Um dos partidos envolvidos na negociação, o Pitit Desalin, anunciou entretanto que se vai retirar do processo. “Gostem ou não, vamos criar o nosso próprio conselho presidencial”, avisou o líder Moïse Jean Charles. O conselho alternativo que o partido propõe inclui uma figura que está barrada da iniciativa promovida pelo CARICOM por ter um passado de condenações na Justiça: é Guy Philippe, outro antigo agente policial que chegou a liderar um golpe de Estado no passado e que cumpriu recentemente pena de prisão nos Estados Unidos por lavagem de dinheiro associada ao narcotráfico. Desde que regressou ao Haiti, Philippe tem encabeçado muitas das manifestações contra o primeiro-ministro. Agora, defende publicamente que seja concedida amnistia aos membros dos gangues para conseguir alcançar a paz.

“É preciso retomar o controlo e propor novas eleições que não sejam desestabilizadas pelos gangues. E, para qualquer uma dessas coisas, é preciso ter em conta que os gangues não vão pousar as armas sem receber algo em troca.”
Carlos Solar, especialista em crime organizado e política no continente americano do RUSI

Não é claro qual o grau de envolvimento de Philippe com os próprios grupos armados — o investigador Jake Johnston diz não ter dúvidas de que há ligações entre eles — mas a possibilidade de que estejam a funcionar em parelha não é descabida. Afinal, depois de ser conhecida a constituição do conselho de transição, “Barbecue” emitiu de imediato um vídeo onde rejeitou este movimento do conselho de transição do CARICOM: “O Viv Andanm’ não vai reconhecer nenhum governo que saia destas reuniões”, avisou. “Não vamos deixar que os estrangeiros decidam o nosso futuro. Nós vamos lutar por uma segunda revolução no Haiti.

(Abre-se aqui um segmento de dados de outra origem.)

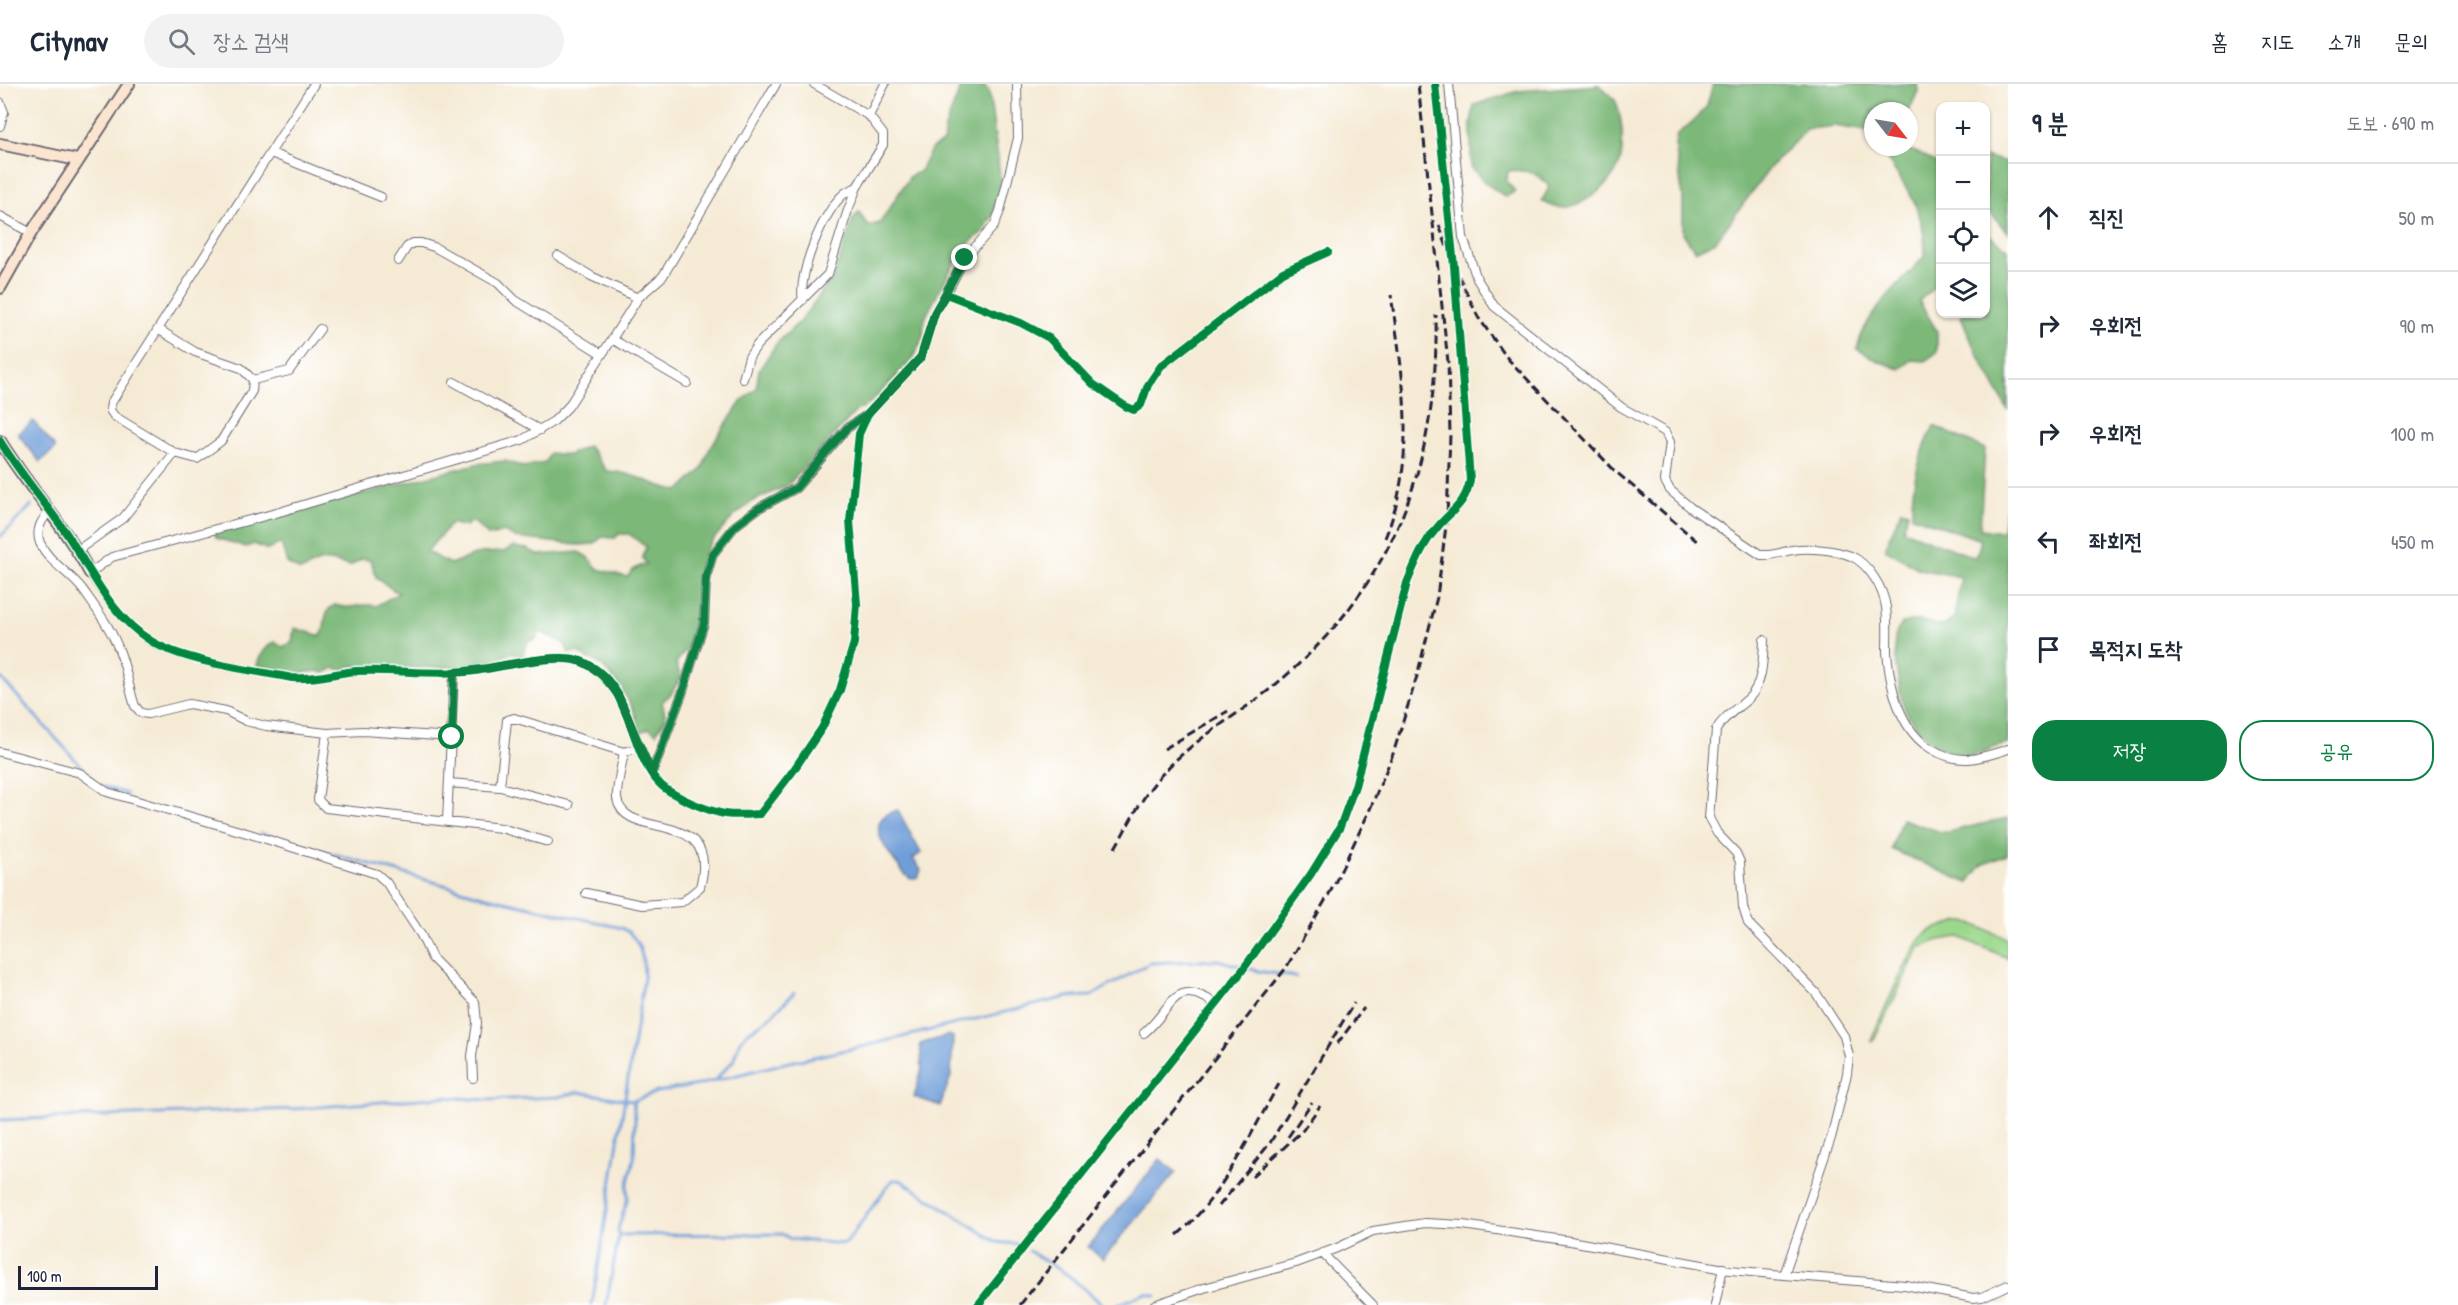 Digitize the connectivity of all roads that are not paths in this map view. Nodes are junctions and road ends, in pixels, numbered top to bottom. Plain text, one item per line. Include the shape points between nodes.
1 (129, 84) edge
2 (314, 84) edge
3 (776, 84) edge
4 (814, 84) edge
5 (885, 84) edge
6 (1017, 84) edge
7 (1435, 84) edge
8 (1449, 84) edge
9 (0, 102) edge
10 (868, 116) junction
11 (0, 126) edge
12 (0, 144) edge
13 (271, 153) junction
14 (77, 160) junction
15 (857, 187) junction
16 (381, 197) dead end
17 (0, 216) edge
18 (31, 233) junction
19 (1328, 252) dead end
20 (558, 256) dead end
21 (398, 261) dead end
22 (0, 286) edge
23 (946, 294) junction
24 (638, 298) junction
25 (803, 300) junction
26 (158, 328) junction
27 (320, 328) dead end
28 (612, 339) junction
29 (602, 354) junction
30 (743, 378) dead end
31 (253, 380) junction
32 (454, 382) dead end
33 (687, 383) dead end
34 (868, 414) junction
35 (540, 430) junction
36 (0, 441) edge
37 (175, 453) junction
38 (50, 510) junction
39 (78, 550) junction
40 (90, 573) junction
41 (1764, 640) dead end
42 (454, 672) junction
43 (327, 733) junction
44 (452, 737) junction
45 (639, 747) junction
46 (2008, 749) edge
47 (0, 752) edge
48 (624, 752) junction
49 (652, 773) junction
50 (450, 783) junction
51 (500, 787) junction
52 (569, 805) dead end
53 (447, 821) junction
54 (548, 842) dead end
55 (586, 893) dead end
56 (1216, 1004) junction
57 (1144, 1033) dead end
58 (473, 1078) dead end
59 (1322, 1253) junction
60 (1723, 1268) junction
61 (1784, 1275) junction
62 (2008, 1285) edge
63 (978, 1305) edge
64 (1154, 1305) edge
65 (1373, 1305) edge
66 (1715, 1305) edge

1 - 14 street
2 - 13 street
3 - 24 street via 663,276
4 - 10 street
5 - 10 street
6 - 23 street via 1018,138 1000,211 994,226 965,258
7 - 56 street via 1454,266 1470,480 1467,494 1436,528 1407,583 1355,786 1340,827 1311,874
8 - 46 street via 1463,237 1477,279 1494,306 1621,407 1665,432 1670,442 1665,481 1690,508 1761,555 1804,549 1838,553 1851,556 1869,570 1886,606 1888,655 1900,711 1914,737 1934,750 1970,761
9 - 11 street via 4,112
10 - 15 street via 883,134 883,145
12 - 14 street
13 - 16 street
13 - 26 street
14 - 18 street
15 - 25 street via 828,274
15 - 25 street via 835,204 813,247 802,280
17 - 18 street
18 - 22 street
19 - 23 street via 1283,272 1161,366 1148,385 1142,405 1134,410 1093,384 1049,338
20 - 24 street
21 - 29 street via 412,243 434,248 498,283 515,300
23 - 34 street via 935,312 921,357
24 - 28 street
25 - 30 street via 757,345
26 - 31 street via 195,352 241,368
26 - 37 street via 111,403 111,410 114,416
27 - 31 street via 289,370
28 - 29 street
28 - 33 street
29 - 35 street via 568,407
31 - 37 street via 252,391 221,441 197,459
32 - 35 street
34 - 49 street via 847,428 796,488 735,526 713,554 706,577 704,623
34 - 49 street via 859,434 850,521 857,604 854,643 840,690 822,728 760,814 728,816 712,812 681,798
35 - 40 street via 522,440 422,471 112,557
36 - 38 street
37 - 39 street via 123,518
38 - 39 street
38 - 43 street via 41,520 41,544 52,561 81,588 110,630 135,706 141,713 189,704 226,711 266,726
39 - 40 street
40 - 42 street via 108,602 136,630 176,653 292,678 357,671
41 - 61 street via 1759,682 1750,697 1716,730 1708,818 1740,862 1748,924 1816,993 1844,1036 1850,1056 1831,1138
42 - 44 street
42 - 45 street via 576,660 609,683 629,716
43 - 44 street via 363,731
43 - 53 street via 318,800 326,808
44 - 50 street
45 - 48 street
45 - 49 street
47 - 58 street via 80,773 107,792 377,874 421,935 432,958 475,1002
48 - 51 street via 514,718 507,720
48 - 55 street via 617,798 622,809 633,818 675,831 699,845 704,864 700,887 682,902 642,905
50 - 51 street
50 - 53 street
51 - 52 street
53 - 54 street via 501,828
56 - 57 street via 1197,992 1185,992
56 - 63 street
59 - 60 street via 1373,1231 1425,1223 1559,1239
59 - 64 street
59 - 65 street
60 - 61 street
60 - 66 street
61 - 62 street via 1905,1285 1973,1298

A possibilidade de este conselho alcançar uma solução por entre a pressão dos políticos locais e das armas é, por tudo isso, curta. “O seu destino pode ser o mesmo que teve Henry quando substituiu Moïse, porque este é um país volátil onde a classe política não está legitimada”, vaticina Carlos Solar. “É preciso retomar o controlo e propor novas eleições que não sejam desestabilizadas pelos gangues. E, para qualquer uma dessas coisas, é preciso ter em conta que os gangues não vão pousar as armas sem receber algo em troca.”